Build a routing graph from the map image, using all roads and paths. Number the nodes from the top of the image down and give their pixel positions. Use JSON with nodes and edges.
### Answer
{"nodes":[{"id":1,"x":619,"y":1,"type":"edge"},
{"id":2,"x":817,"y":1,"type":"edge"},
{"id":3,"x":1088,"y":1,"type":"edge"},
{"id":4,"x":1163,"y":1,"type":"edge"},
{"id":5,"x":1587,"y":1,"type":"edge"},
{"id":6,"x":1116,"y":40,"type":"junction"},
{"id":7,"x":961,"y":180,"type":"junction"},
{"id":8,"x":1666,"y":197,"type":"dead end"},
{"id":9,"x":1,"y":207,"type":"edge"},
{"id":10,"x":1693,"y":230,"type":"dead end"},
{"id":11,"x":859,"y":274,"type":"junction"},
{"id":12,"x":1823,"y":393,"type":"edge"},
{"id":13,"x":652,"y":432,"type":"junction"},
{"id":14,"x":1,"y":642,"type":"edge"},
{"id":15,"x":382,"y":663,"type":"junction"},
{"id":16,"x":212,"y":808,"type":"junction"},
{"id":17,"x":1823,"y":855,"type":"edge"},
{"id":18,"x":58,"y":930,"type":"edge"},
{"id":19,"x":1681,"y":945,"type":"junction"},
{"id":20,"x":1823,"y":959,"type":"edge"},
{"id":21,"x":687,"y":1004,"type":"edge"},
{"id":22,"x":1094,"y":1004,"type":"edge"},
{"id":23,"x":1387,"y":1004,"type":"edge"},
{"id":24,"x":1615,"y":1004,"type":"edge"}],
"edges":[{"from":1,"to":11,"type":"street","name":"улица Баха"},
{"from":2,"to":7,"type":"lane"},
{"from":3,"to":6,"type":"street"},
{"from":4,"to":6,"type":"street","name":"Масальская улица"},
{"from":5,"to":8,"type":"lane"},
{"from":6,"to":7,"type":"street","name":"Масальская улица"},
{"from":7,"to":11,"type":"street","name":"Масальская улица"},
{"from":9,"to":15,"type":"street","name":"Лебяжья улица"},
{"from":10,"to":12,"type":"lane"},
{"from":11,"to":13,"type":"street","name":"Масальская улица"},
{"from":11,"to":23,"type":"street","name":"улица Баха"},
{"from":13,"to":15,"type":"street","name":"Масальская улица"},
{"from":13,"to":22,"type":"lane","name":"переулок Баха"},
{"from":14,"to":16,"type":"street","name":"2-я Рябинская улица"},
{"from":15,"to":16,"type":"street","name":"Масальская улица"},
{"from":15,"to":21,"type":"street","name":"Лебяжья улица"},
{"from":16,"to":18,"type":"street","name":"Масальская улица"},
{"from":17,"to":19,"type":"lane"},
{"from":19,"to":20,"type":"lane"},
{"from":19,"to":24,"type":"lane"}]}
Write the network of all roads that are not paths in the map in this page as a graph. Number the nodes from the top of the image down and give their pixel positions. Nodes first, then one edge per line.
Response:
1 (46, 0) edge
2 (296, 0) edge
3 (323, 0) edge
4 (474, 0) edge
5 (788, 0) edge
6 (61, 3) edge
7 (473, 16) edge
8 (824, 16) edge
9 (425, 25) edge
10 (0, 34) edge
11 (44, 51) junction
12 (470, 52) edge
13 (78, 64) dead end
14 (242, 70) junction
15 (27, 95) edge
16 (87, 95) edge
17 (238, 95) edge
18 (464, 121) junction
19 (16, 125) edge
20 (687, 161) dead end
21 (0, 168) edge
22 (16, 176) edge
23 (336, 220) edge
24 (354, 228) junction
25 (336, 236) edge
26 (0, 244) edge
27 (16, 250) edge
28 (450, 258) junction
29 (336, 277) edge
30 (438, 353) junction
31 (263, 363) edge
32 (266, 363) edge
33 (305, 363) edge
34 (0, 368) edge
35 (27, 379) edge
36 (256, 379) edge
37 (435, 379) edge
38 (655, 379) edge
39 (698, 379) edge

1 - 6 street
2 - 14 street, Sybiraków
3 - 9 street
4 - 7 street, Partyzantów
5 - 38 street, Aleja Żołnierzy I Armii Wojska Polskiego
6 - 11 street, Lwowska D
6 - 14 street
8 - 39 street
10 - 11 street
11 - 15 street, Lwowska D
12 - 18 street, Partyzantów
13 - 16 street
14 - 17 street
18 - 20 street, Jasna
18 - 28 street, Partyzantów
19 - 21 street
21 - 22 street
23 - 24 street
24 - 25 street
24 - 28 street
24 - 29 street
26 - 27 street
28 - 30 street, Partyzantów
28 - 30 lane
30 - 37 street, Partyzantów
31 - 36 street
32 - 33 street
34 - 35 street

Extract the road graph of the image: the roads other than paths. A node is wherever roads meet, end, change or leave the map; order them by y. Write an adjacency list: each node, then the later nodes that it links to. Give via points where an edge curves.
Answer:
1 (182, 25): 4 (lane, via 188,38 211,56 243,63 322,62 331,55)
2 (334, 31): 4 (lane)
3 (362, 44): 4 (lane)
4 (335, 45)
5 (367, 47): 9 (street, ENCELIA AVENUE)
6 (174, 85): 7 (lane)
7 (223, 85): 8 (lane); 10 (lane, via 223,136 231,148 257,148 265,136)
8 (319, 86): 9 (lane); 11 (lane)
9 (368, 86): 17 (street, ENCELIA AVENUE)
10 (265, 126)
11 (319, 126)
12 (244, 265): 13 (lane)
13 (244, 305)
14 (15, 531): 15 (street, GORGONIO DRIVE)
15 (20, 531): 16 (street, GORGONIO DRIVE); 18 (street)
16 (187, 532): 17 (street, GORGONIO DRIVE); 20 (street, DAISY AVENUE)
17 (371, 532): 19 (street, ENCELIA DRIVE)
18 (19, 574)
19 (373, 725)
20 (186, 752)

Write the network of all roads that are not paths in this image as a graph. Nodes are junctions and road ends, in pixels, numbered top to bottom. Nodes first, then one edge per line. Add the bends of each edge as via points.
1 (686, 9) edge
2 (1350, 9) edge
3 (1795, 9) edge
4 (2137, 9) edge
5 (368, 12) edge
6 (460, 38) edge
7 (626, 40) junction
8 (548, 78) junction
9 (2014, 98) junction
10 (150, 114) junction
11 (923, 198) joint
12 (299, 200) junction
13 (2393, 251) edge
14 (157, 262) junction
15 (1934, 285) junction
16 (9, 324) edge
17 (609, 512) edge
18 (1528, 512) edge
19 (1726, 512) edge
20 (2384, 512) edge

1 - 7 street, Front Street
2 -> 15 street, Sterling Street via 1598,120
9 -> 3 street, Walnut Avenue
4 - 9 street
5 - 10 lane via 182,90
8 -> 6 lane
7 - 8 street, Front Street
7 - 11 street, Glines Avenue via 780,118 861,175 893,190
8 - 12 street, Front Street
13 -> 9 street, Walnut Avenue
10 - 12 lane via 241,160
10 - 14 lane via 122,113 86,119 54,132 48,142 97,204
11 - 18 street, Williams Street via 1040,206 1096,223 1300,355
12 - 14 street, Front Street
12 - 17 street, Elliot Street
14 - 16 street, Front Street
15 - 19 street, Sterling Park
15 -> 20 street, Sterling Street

- - - - -

> _The task_:
Copy down the entries exactly, leaving out no line.

> _Solution to this task_:
Build a routing graph from the map image, using all roads and paths. Number the nodes from the top of the image down and give their pixel positions. Use JSON with nodes and edges.
### Answer
{"nodes":[{"id":1,"x":619,"y":1,"type":"edge"},
{"id":2,"x":817,"y":1,"type":"edge"},
{"id":3,"x":1088,"y":1,"type":"edge"},
{"id":4,"x":1163,"y":1,"type":"edge"},
{"id":5,"x":1587,"y":1,"type":"edge"},
{"id":6,"x":1116,"y":40,"type":"junction"},
{"id":7,"x":961,"y":180,"type":"junction"},
{"id":8,"x":1666,"y":197,"type":"dead end"},
{"id":9,"x":1,"y":207,"type":"edge"},
{"id":10,"x":1693,"y":230,"type":"dead end"},
{"id":11,"x":859,"y":274,"type":"junction"},
{"id":12,"x":1823,"y":393,"type":"edge"},
{"id":13,"x":652,"y":432,"type":"junction"},
{"id":14,"x":1,"y":642,"type":"edge"},
{"id":15,"x":382,"y":663,"type":"junction"},
{"id":16,"x":212,"y":808,"type":"junction"},
{"id":17,"x":1823,"y":855,"type":"edge"},
{"id":18,"x":58,"y":930,"type":"edge"},
{"id":19,"x":1681,"y":945,"type":"junction"},
{"id":20,"x":1823,"y":959,"type":"edge"},
{"id":21,"x":687,"y":1004,"type":"edge"},
{"id":22,"x":1094,"y":1004,"type":"edge"},
{"id":23,"x":1387,"y":1004,"type":"edge"},
{"id":24,"x":1615,"y":1004,"type":"edge"}],
"edges":[{"from":1,"to":11,"type":"street","name":"улица Баха"},
{"from":2,"to":7,"type":"lane"},
{"from":3,"to":6,"type":"street"},
{"from":4,"to":6,"type":"street","name":"Масальская улица"},
{"from":5,"to":8,"type":"lane"},
{"from":6,"to":7,"type":"street","name":"Масальская улица"},
{"from":7,"to":11,"type":"street","name":"Масальская улица"},
{"from":9,"to":15,"type":"street","name":"Лебяжья улица"},
{"from":10,"to":12,"type":"lane"},
{"from":11,"to":13,"type":"street","name":"Масальская улица"},
{"from":11,"to":23,"type":"street","name":"улица Баха"},
{"from":13,"to":15,"type":"street","name":"Масальская улица"},
{"from":13,"to":22,"type":"lane","name":"переулок Баха"},
{"from":14,"to":16,"type":"street","name":"2-я Рябинская улица"},
{"from":15,"to":16,"type":"street","name":"Масальская улица"},
{"from":15,"to":21,"type":"street","name":"Лебяжья улица"},
{"from":16,"to":18,"type":"street","name":"Масальская улица"},
{"from":17,"to":19,"type":"lane"},
{"from":19,"to":20,"type":"lane"},
{"from":19,"to":24,"type":"lane"}]}
Write the network of all roads that are not paths in the map in this page as a graph. Number the nodes from the top of the image down and give their pixel positions. Nodes first, then one edge per line.
Response:
1 (46, 0) edge
2 (296, 0) edge
3 (323, 0) edge
4 (474, 0) edge
5 (788, 0) edge
6 (61, 3) edge
7 (473, 16) edge
8 (824, 16) edge
9 (425, 25) edge
10 (0, 34) edge
11 (44, 51) junction
12 (470, 52) edge
13 (78, 64) dead end
14 (242, 70) junction
15 (27, 95) edge
16 (87, 95) edge
17 (238, 95) edge
18 (464, 121) junction
19 (16, 125) edge
20 (687, 161) dead end
21 (0, 168) edge
22 (16, 176) edge
23 (336, 220) edge
24 (354, 228) junction
25 (336, 236) edge
26 (0, 244) edge
27 (16, 250) edge
28 (450, 258) junction
29 (336, 277) edge
30 (438, 353) junction
31 (263, 363) edge
32 (266, 363) edge
33 (305, 363) edge
34 (0, 368) edge
35 (27, 379) edge
36 (256, 379) edge
37 (435, 379) edge
38 (655, 379) edge
39 (698, 379) edge

1 - 6 street
2 - 14 street, Sybiraków
3 - 9 street
4 - 7 street, Partyzantów
5 - 38 street, Aleja Żołnierzy I Armii Wojska Polskiego
6 - 11 street, Lwowska D
6 - 14 street
8 - 39 street
10 - 11 street
11 - 15 street, Lwowska D
12 - 18 street, Partyzantów
13 - 16 street
14 - 17 street
18 - 20 street, Jasna
18 - 28 street, Partyzantów
19 - 21 street
21 - 22 street
23 - 24 street
24 - 25 street
24 - 28 street
24 - 29 street
26 - 27 street
28 - 30 street, Partyzantów
28 - 30 lane
30 - 37 street, Partyzantów
31 - 36 street
32 - 33 street
34 - 35 street

Extract the road graph of the image: the roads other than paths. A node is wherever roads meet, end, change or leave the map; order them by y. Write an adjacency list: each node, then the later nodes that it links to. Give via points where an edge curves.
Answer:
1 (182, 25): 4 (lane, via 188,38 211,56 243,63 322,62 331,55)
2 (334, 31): 4 (lane)
3 (362, 44): 4 (lane)
4 (335, 45)
5 (367, 47): 9 (street, ENCELIA AVENUE)
6 (174, 85): 7 (lane)
7 (223, 85): 8 (lane); 10 (lane, via 223,136 231,148 257,148 265,136)
8 (319, 86): 9 (lane); 11 (lane)
9 (368, 86): 17 (street, ENCELIA AVENUE)
10 (265, 126)
11 (319, 126)
12 (244, 265): 13 (lane)
13 (244, 305)
14 (15, 531): 15 (street, GORGONIO DRIVE)
15 (20, 531): 16 (street, GORGONIO DRIVE); 18 (street)
16 (187, 532): 17 (street, GORGONIO DRIVE); 20 (street, DAISY AVENUE)
17 (371, 532): 19 (street, ENCELIA DRIVE)
18 (19, 574)
19 (373, 725)
20 (186, 752)

Write the network of all roads that are not paths in this image as a graph. Nodes are junctions and road ends, in pixels, numbered top to bottom. Nodes first, then one edge per line. Add the bends of each edge as via points.
1 (686, 9) edge
2 (1350, 9) edge
3 (1795, 9) edge
4 (2137, 9) edge
5 (368, 12) edge
6 (460, 38) edge
7 (626, 40) junction
8 (548, 78) junction
9 (2014, 98) junction
10 (150, 114) junction
11 (923, 198) joint
12 (299, 200) junction
13 (2393, 251) edge
14 (157, 262) junction
15 (1934, 285) junction
16 (9, 324) edge
17 (609, 512) edge
18 (1528, 512) edge
19 (1726, 512) edge
20 (2384, 512) edge

1 - 7 street, Front Street
2 -> 15 street, Sterling Street via 1598,120
9 -> 3 street, Walnut Avenue
4 - 9 street
5 - 10 lane via 182,90
8 -> 6 lane
7 - 8 street, Front Street
7 - 11 street, Glines Avenue via 780,118 861,175 893,190
8 - 12 street, Front Street
13 -> 9 street, Walnut Avenue
10 - 12 lane via 241,160
10 - 14 lane via 122,113 86,119 54,132 48,142 97,204
11 - 18 street, Williams Street via 1040,206 1096,223 1300,355
12 - 14 street, Front Street
12 - 17 street, Elliot Street
14 - 16 street, Front Street
15 - 19 street, Sterling Park
15 -> 20 street, Sterling Street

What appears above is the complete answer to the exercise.